One of the pieces that I had to record for her had so many huge chords, leaps and stretches, I simply couldn’t make it sound like something that you could do movement to. In the end, I cheated, and multitracked each hand separately, using both hands for each. I wondered aloud, next time I saw her, whether perhaps the piece had been intended for two pianists, and the score she had was just a blueprint from which they could work out who did what when the time came. She seemed doubtful. She said she thought the piece was by John Colman, a name I didn’t know at all, and having worked in so many dance institutions where people were called upon to make up pieces of music for exercises, I didn’t think any more about it, or of him. Some time later, I found a video of John Colman teaching a Dalcroze class, and improvising at the piano, and realized that I had been wrong about the two-pianist theory: that’s just how John Colman played, with big, expansive chords, and inner voices that are probably OK if you’re making them up as you go along, but trying to play them from notation is another matter.
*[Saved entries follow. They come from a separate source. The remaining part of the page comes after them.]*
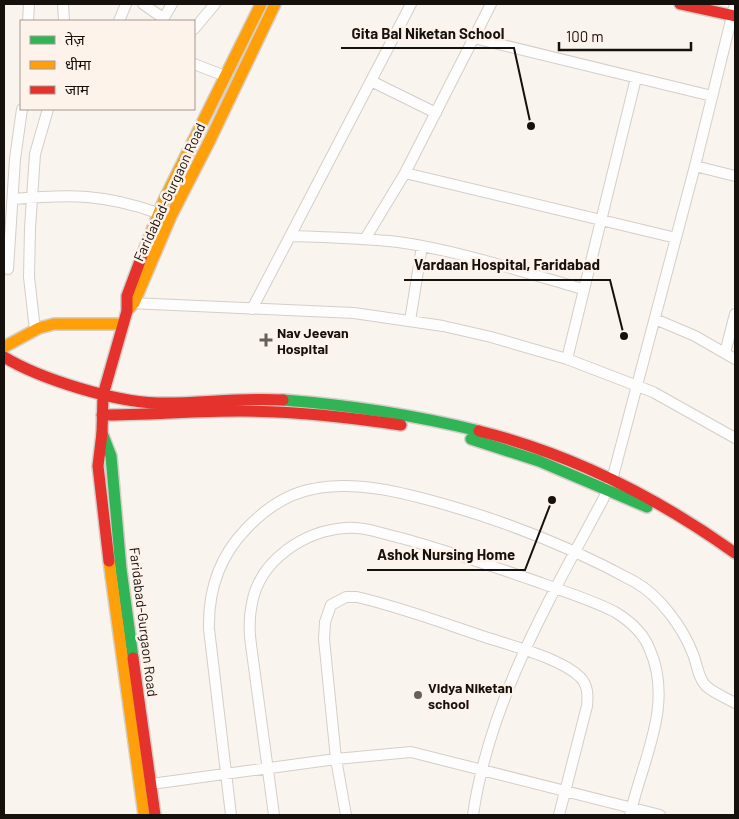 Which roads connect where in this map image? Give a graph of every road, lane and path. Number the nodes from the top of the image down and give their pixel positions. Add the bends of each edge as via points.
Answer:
1 (28, 4) edge
2 (63, 4) edge
3 (126, 4) edge
4 (143, 4) edge
5 (172, 4) edge
6 (215, 4) edge
7 (261, 4) edge
8 (275, 4) edge
9 (411, 4) edge
10 (491, 4) edge
11 (680, 4) edge
12 (734, 12) edge
13 (28, 20) edge
14 (64, 20) edge
15 (119, 20) edge
16 (163, 20) edge
17 (195, 28) edge
18 (474, 38) junction
19 (195, 64) edge
20 (225, 76) junction
21 (636, 78) junction
22 (371, 82) junction
23 (712, 96) junction
24 (22, 110) edge
25 (48, 110) edge
26 (436, 114) junction
27 (695, 166) junction
28 (405, 173) junction
29 (735, 176) edge
30 (33, 197) junction
31 (14, 199) junction
32 (158, 213) junction
33 (600, 221) junction
34 (290, 236) junction
35 (676, 238) junction
36 (365, 239) junction
37 (422, 246) junction
38 (8, 269) dead end
39 (583, 289) junction
40 (129, 306) junction
41 (252, 308) junction
42 (735, 314) edge
43 (655, 319) junction
44 (410, 321) junction
45 (123, 324) junction
46 (733, 327) edge
47 (35, 330) junction
48 (4, 347) edge
49 (725, 353) junction
50 (4, 357) edge
51 (567, 359) junction
52 (735, 359) edge
53 (638, 386) junction
54 (103, 395) junction
55 (102, 415) junction
56 (102, 434) junction
57 (735, 438) edge
58 (610, 485) junction
59 (576, 551) junction
60 (735, 553) edge
61 (735, 560) edge
62 (555, 588) junction
63 (526, 650) junction
64 (735, 703) edge
65 (336, 759) junction
66 (268, 768) junction
67 (483, 769) junction
68 (226, 774) junction
69 (151, 784) junction
70 (564, 790) junction
71 (631, 812) edge
72 (144, 815) edge
73 (155, 815) edge
74 (231, 815) edge
75 (274, 815) edge
76 (346, 815) edge
77 (473, 815) edge
78 (559, 815) edge
79 (660, 815) edge

1 - 13 street
2 - 14 street
3 - 15 street
4 - 16 street
5 - 16 street
6 - 17 street
7 - 20 street, Faridabad-Gurgaon Road
8 - 40 street, Faridabad-Gurgaon Road
9 - 22 street
10 - 18 street
11 - 12 street
12 - 23 street
18 - 21 street
18 - 26 street
19 - 20 street
20 - 32 street, Faridabad-Gurgaon Road
21 - 23 street
21 - 33 street
22 - 26 street
22 - 34 street
23 - 27 street
24 - 31 street via 15,159
25 - 30 street via 35,154
26 - 28 street
27 - 29 street
27 - 35 street
28 - 33 street
28 - 36 street
30 - 31 street
30 - 32 street via 100,197
30 - 47 street via 29,268
31 - 38 street
32 - 40 street, Faridabad-Gurgaon Road via 129,288
33 - 35 street
33 - 39 street
34 - 36 street
34 - 41 street
35 - 43 street
36 - 37 street
37 - 39 street
37 - 44 street
39 - 51 street
40 - 41 street
40 - 45 street, Faridabad-Gurgaon Road
41 - 44 street
42 - 46 street
43 - 49 street
43 - 53 street
44 - 51 street via 491,337
45 - 47 street via 54,324
45 - 54 street, Faridabad-Gurgaon Road
46 - 49 street
47 - 48 street
49 - 52 street
50 - 54 street
51 - 53 street
53 - 57 street
53 - 58 street
54 - 55 street, Faridabad-Gurgaon Road
54 - 58 street via 140,402 275,400 377,411 512,440
55 - 56 street, Faridabad-Gurgaon Road
55 - 58 street via 263,412 400,424 520,453
56 - 69 street, Faridabad-Gurgaon Road via 111,456 121,569
56 - 72 street, Faridabad-Gurgaon Road via 98,466 102,512
58 - 59 street
58 - 60 street via 670,511
58 - 61 street
59 - 62 street
59 - 64 street via 651,592 662,603 691,649 704,683
59 - 68 street via 480,515 392,490 312,489 261,514 232,545 222,562 209,608
62 - 63 street
62 - 66 street via 423,544 347,527 316,533 293,545 262,577 252,602 251,645
62 - 71 street via 625,619 642,635 651,652 657,672 659,702
63 - 65 street via 372,600 357,597 337,601 331,605 324,622
63 - 67 street via 499,712
63 - 70 street via 568,668 586,684 586,712
65 - 66 street
65 - 67 street via 412,752
65 - 76 street
66 - 68 street
66 - 75 street
67 - 70 street
67 - 77 street
68 - 69 street
68 - 74 street
69 - 73 street, Faridabad-Gurgaon Road
70 - 71 street
70 - 78 street
71 - 79 street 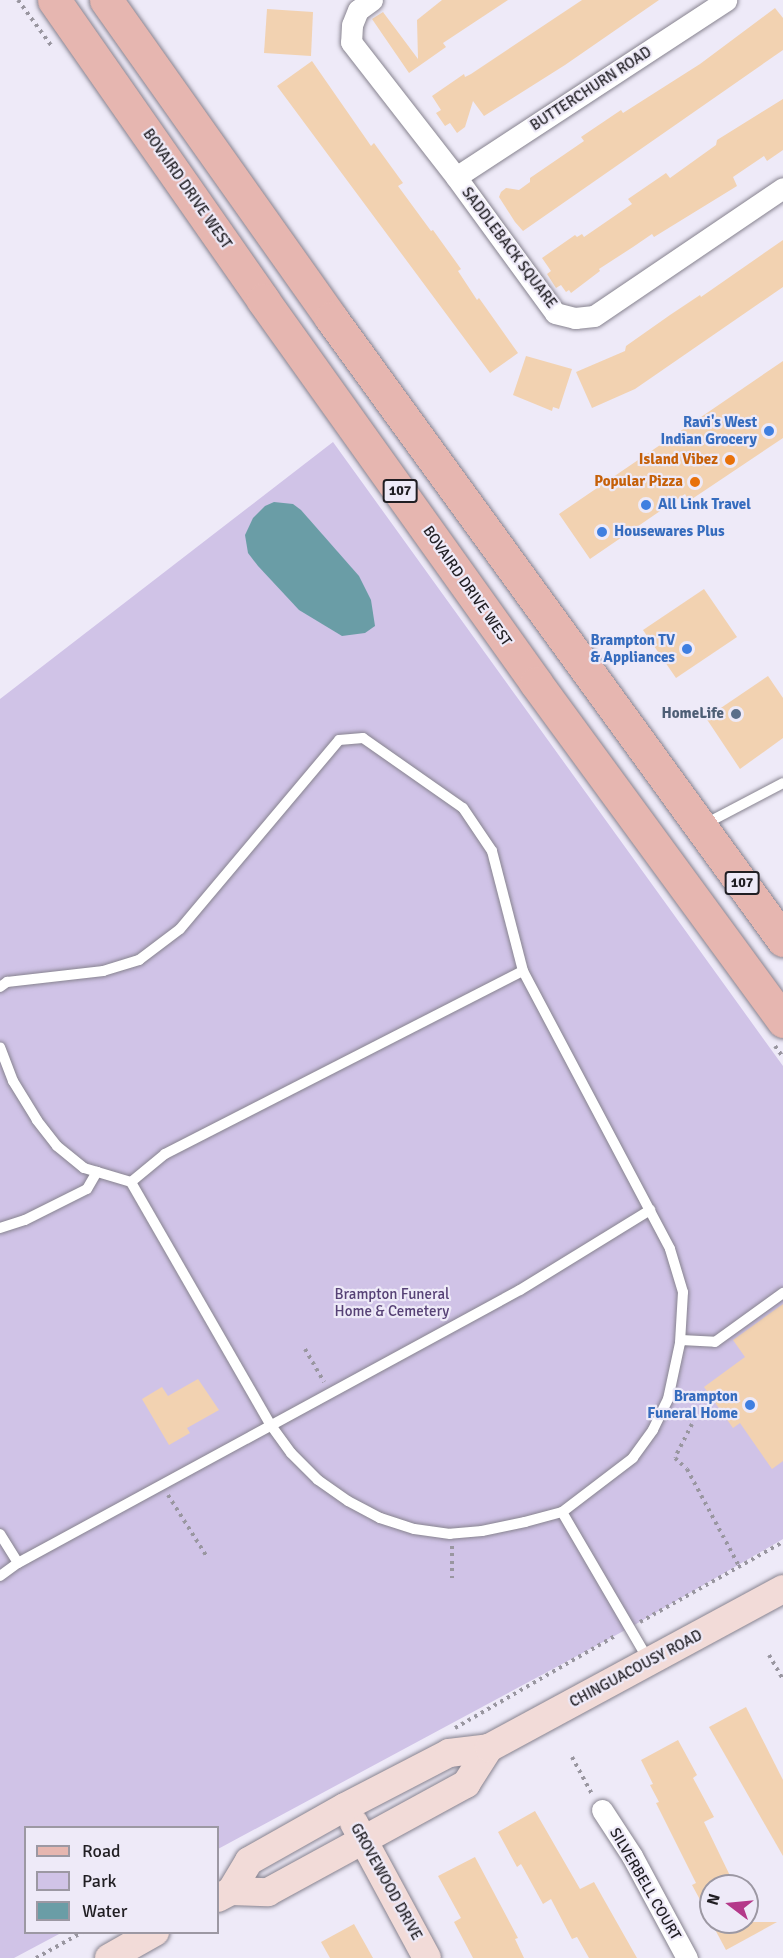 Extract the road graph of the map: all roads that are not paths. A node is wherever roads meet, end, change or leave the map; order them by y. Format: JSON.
{"nodes":[{"id":1,"x":54,"y":0,"type":"edge"},
{"id":2,"x":106,"y":0,"type":"edge"},
{"id":3,"x":372,"y":0,"type":"edge"},
{"id":4,"x":726,"y":0,"type":"edge"},
{"id":5,"x":456,"y":177,"type":"junction"},
{"id":6,"x":783,"y":188,"type":"edge"},
{"id":7,"x":783,"y":783,"type":"edge"},
{"id":8,"x":700,"y":826,"type":"junction"},
{"id":9,"x":783,"y":938,"type":"edge"},
{"id":10,"x":744,"y":969,"type":"junction"},
{"id":11,"x":523,"y":972,"type":"junction"},
{"id":12,"x":0,"y":987,"type":"edge"},
{"id":13,"x":783,"y":1021,"type":"edge"},
{"id":14,"x":0,"y":1047,"type":"edge"},
{"id":15,"x":97,"y":1172,"type":"junction"},
{"id":16,"x":130,"y":1182,"type":"junction"},
{"id":17,"x":650,"y":1210,"type":"junction"},
{"id":18,"x":0,"y":1228,"type":"edge"},
{"id":19,"x":783,"y":1293,"type":"edge"},
{"id":20,"x":681,"y":1340,"type":"junction"},
{"id":21,"x":270,"y":1424,"type":"junction"},
{"id":22,"x":562,"y":1512,"type":"junction"},
{"id":23,"x":0,"y":1534,"type":"edge"},
{"id":24,"x":18,"y":1563,"type":"junction"},
{"id":25,"x":0,"y":1576,"type":"edge"},
{"id":26,"x":783,"y":1589,"type":"edge"},
{"id":27,"x":649,"y":1662,"type":"junction"},
{"id":28,"x":489,"y":1748,"type":"junction"},
{"id":29,"x":345,"y":1807,"type":"junction"},
{"id":30,"x":602,"y":1810,"type":"road end"},
{"id":31,"x":363,"y":1840,"type":"junction"},
{"id":32,"x":224,"y":1895,"type":"edge"},
{"id":33,"x":151,"y":1934,"type":"edge"},
{"id":34,"x":109,"y":1958,"type":"edge"},
{"id":35,"x":427,"y":1958,"type":"edge"},
{"id":36,"x":687,"y":1958,"type":"edge"}],
"edges":[{"from":1,"to":10,"type":"main road","name":"BOVAIRD DRIVE WEST","number":"107"},
{"from":2,"to":8,"type":"main road","number":"107"},
{"from":3,"to":5,"type":"street","name":"SADDLEBACK SQUARE"},
{"from":4,"to":5,"type":"street","name":"BUTTERCHURN ROAD"},
{"from":5,"to":6,"type":"street","name":"SADDLEBACK SQUARE"},
{"from":7,"to":8,"type":"lane"},
{"from":8,"to":9,"type":"main road","number":"107"},
{"from":9,"to":10,"type":"main road"},
{"from":10,"to":13,"type":"main road","name":"BOVAIRD DRIVE WEST","number":"107"},
{"from":11,"to":12,"type":"lane"},
{"from":11,"to":16,"type":"lane"},
{"from":11,"to":17,"type":"lane"},
{"from":14,"to":15,"type":"lane"},
{"from":15,"to":16,"type":"lane"},
{"from":15,"to":18,"type":"lane"},
{"from":16,"to":21,"type":"lane"},
{"from":17,"to":20,"type":"lane"},
{"from":17,"to":21,"type":"lane"},
{"from":19,"to":20,"type":"lane"},
{"from":20,"to":22,"type":"lane"},
{"from":21,"to":22,"type":"lane"},
{"from":21,"to":24,"type":"lane"},
{"from":22,"to":27,"type":"lane"},
{"from":23,"to":24,"type":"lane"},
{"from":24,"to":25,"type":"lane"},
{"from":26,"to":27,"type":"main road","name":"CHINGUACOUSY ROAD"},
{"from":27,"to":28,"type":"main road","name":"CHINGUACOUSY ROAD"},
{"from":28,"to":29,"type":"main road","name":"CHINGUACOUSY ROAD"},
{"from":28,"to":31,"type":"main road","name":"CHINGUACOUSY ROAD"},
{"from":29,"to":31,"type":"main road","name":"GROVEWOOD DRIVE"},
{"from":29,"to":32,"type":"main road","name":"CHINGUACOUSY ROAD"},
{"from":30,"to":36,"type":"street","name":"SILVERBELL COURT"},
{"from":31,"to":32,"type":"main road","name":"CHINGUACOUSY ROAD"},
{"from":31,"to":35,"type":"main road","name":"GROVEWOOD DRIVE"},
{"from":33,"to":34,"type":"main road"}]}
By strange coincidence, almost exactly 30 years since Colman died on 5th March 1995 (I’m posting this somewhat later), I read an interview with him in the journal of the International Guild of Musicians in Dance (IGMD), that was conducted just four months before his death. It makes for fascinating reading, in several respects. First of all, there’s the extraordinary story of his journey to Geneva to study with Dalcroze. This trip, and the course of study, was generously funded by a friend who had come into some money. On the journey there, the friend was accidentally killed by someone cleaning their gun in the train carriage, and Colman was left in Geneva with no money.
He went to Paris to see if he could get any money from the Singer sewing machine heiress and benefactor to the arts, Winaretta Singer, aka the Princesse de Polignac. (Colman refers to her as Bertha Singer, but this might have been a mishearing on the interviewer’s/transcriber’s part). No such luck: all she did was to ask a singing teacher if he couldn’t get some of his pupils to hire Colman as an accompanist for 20 francs an hour. It was reading this chance remark in Colman’s interview that put me on to one of the most interesting books I’ve read on music, Sylvia Kahan’s biography of Winaretta Singer, Music’s Modern Muse.
But back to Colman. Having given up hope of getting anything from the Princesse de Polignac, he happened to meet Kurt Jooss, whose company happened to need a pianist, since they were on the point of going to Dartington, and their own pianist didn’t want to go with them (the feeling appears to have been mutual). And so he ended up playing for Jooss, accompanying The Green Table with its composer, Fritz Cohén. I was particularly interested by this detail, since, as well as being one of the pianists (with David Johnson) for that ballet when I was at the Ballett der Deutschen Oper Berlin in the 1990s, I also worked with Jooss’s daughter, Anna Markard for nearly 10 years afterwards, inputting the score that is in the Routledge book of The Green Table.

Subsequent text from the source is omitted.